Morro Bay, CA - Landing of the First Filipinos - 1587

The first Filipinos to land in California arrived in Morro Bay in 1587, more than 200 years before the Spanish colonization of the state. These Filipino sailors were part of a Spanish expedition led by Captain Pedro de Unamuno, which set sail from the Philippines in 1586. My two brothers and I found this fact to be interesting and we took photos of the plaques and signs in the area during our visit on 5.28.23, which also happened to be my brother Sean's birthday. As fellow Filipinos, this was awesome to see and learn about. 

What We Learned (Signs Transcribed):


"The Manila-Acapulco Galleon Trade Route

More than four and a half centuries ago (1571-1815), the bustling Manila-Acapulco Galleon Trade Route between Manila, Philippines (then a Spanish colony) and Acapulco, New Spain (now Mexico) connected Asia and the Americas. 
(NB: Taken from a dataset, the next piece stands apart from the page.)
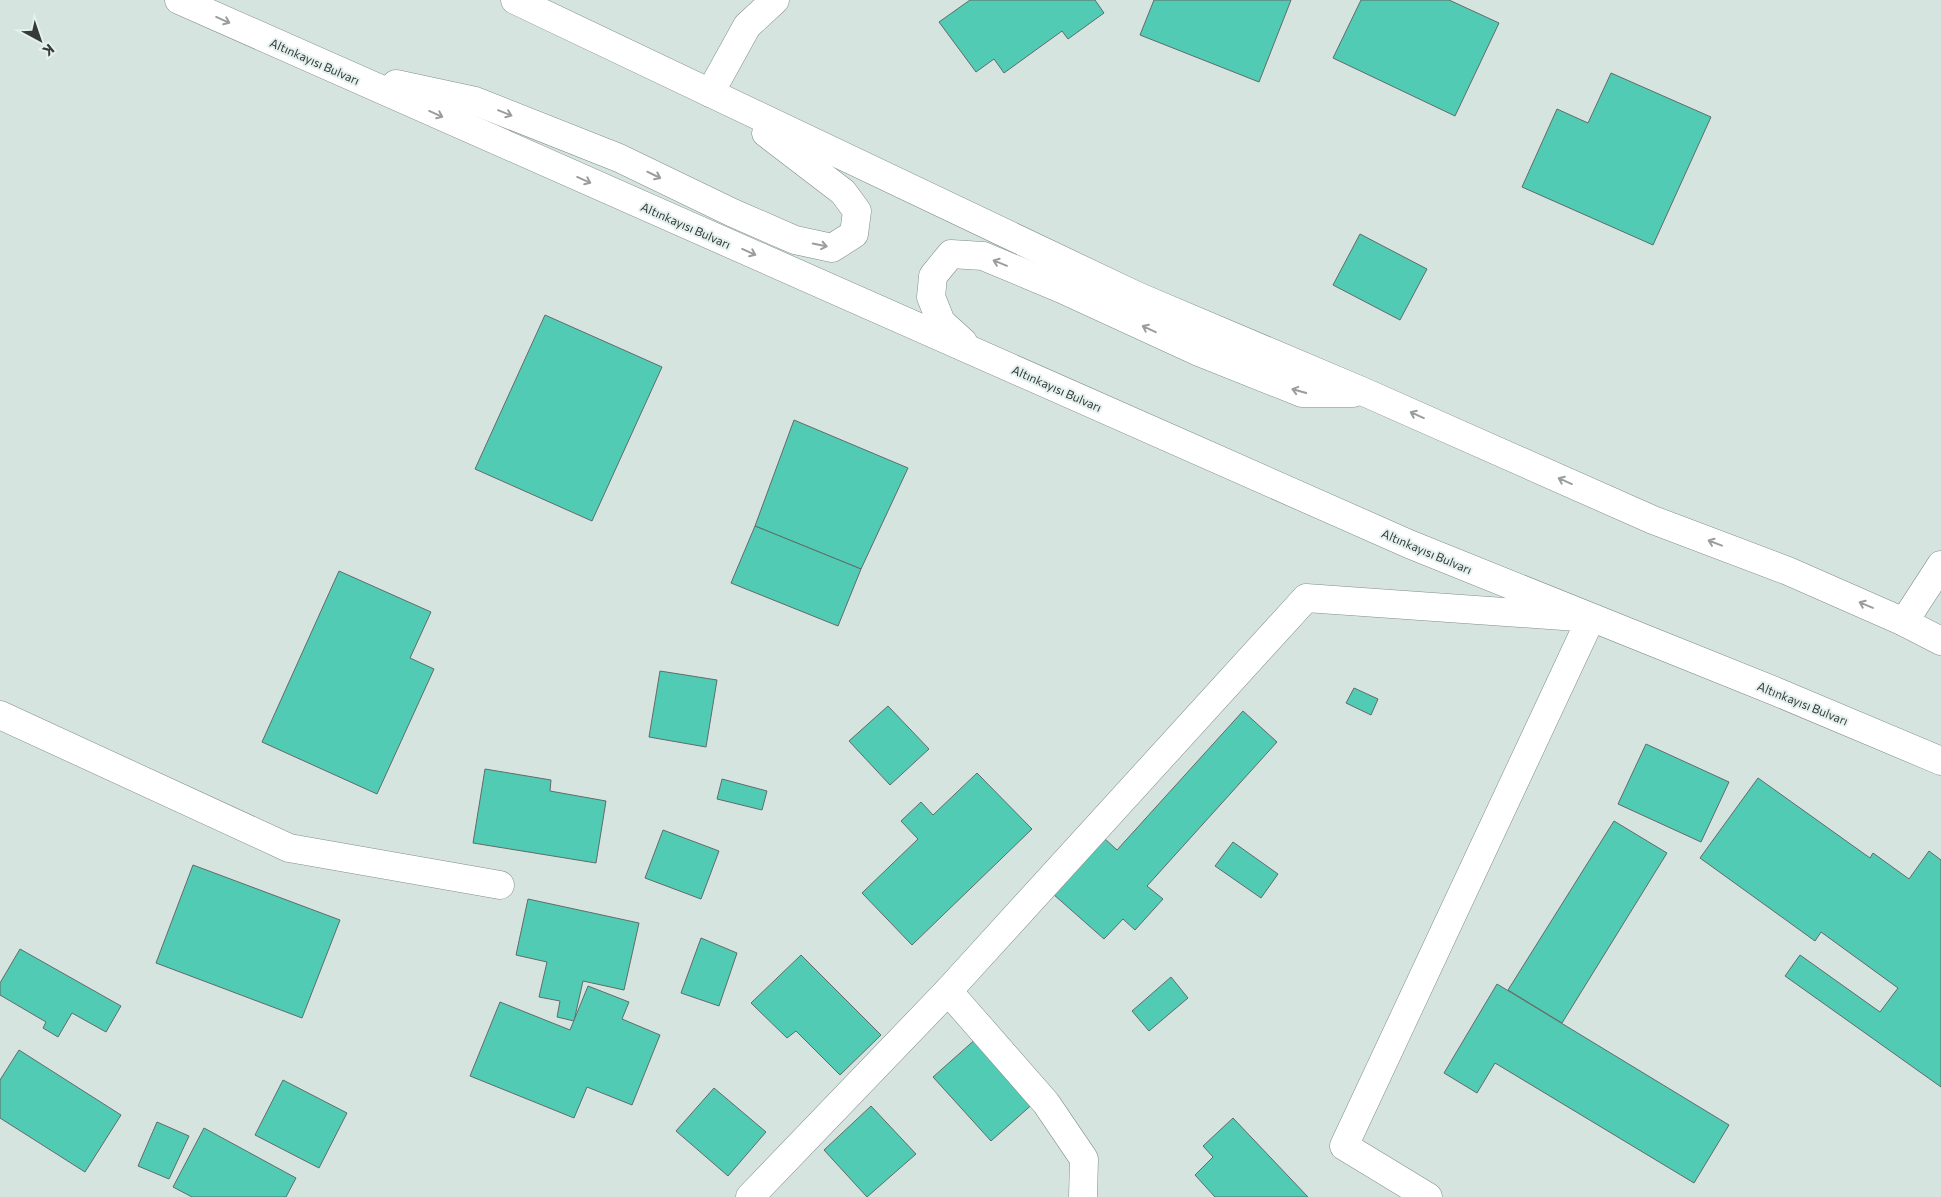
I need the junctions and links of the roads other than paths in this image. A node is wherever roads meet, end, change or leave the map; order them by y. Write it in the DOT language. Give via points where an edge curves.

Over 6,000 miles long, the round-trip journey or tornaviaje across the Pacific Ocean took from six to nine months as ships followed two separate belts of trade winds across the Pacific. Seaworthy Spanish ships, called galleons, were specially designed for these long treacherous voyages. Built in the Philippines from locally harvested hardwoods and weighing 500-1,200 tons, these high-profile mighty ships were fitted with the latest armaments. Their interiors could easily be adapted to accommodate both passengers and tons of cargo. 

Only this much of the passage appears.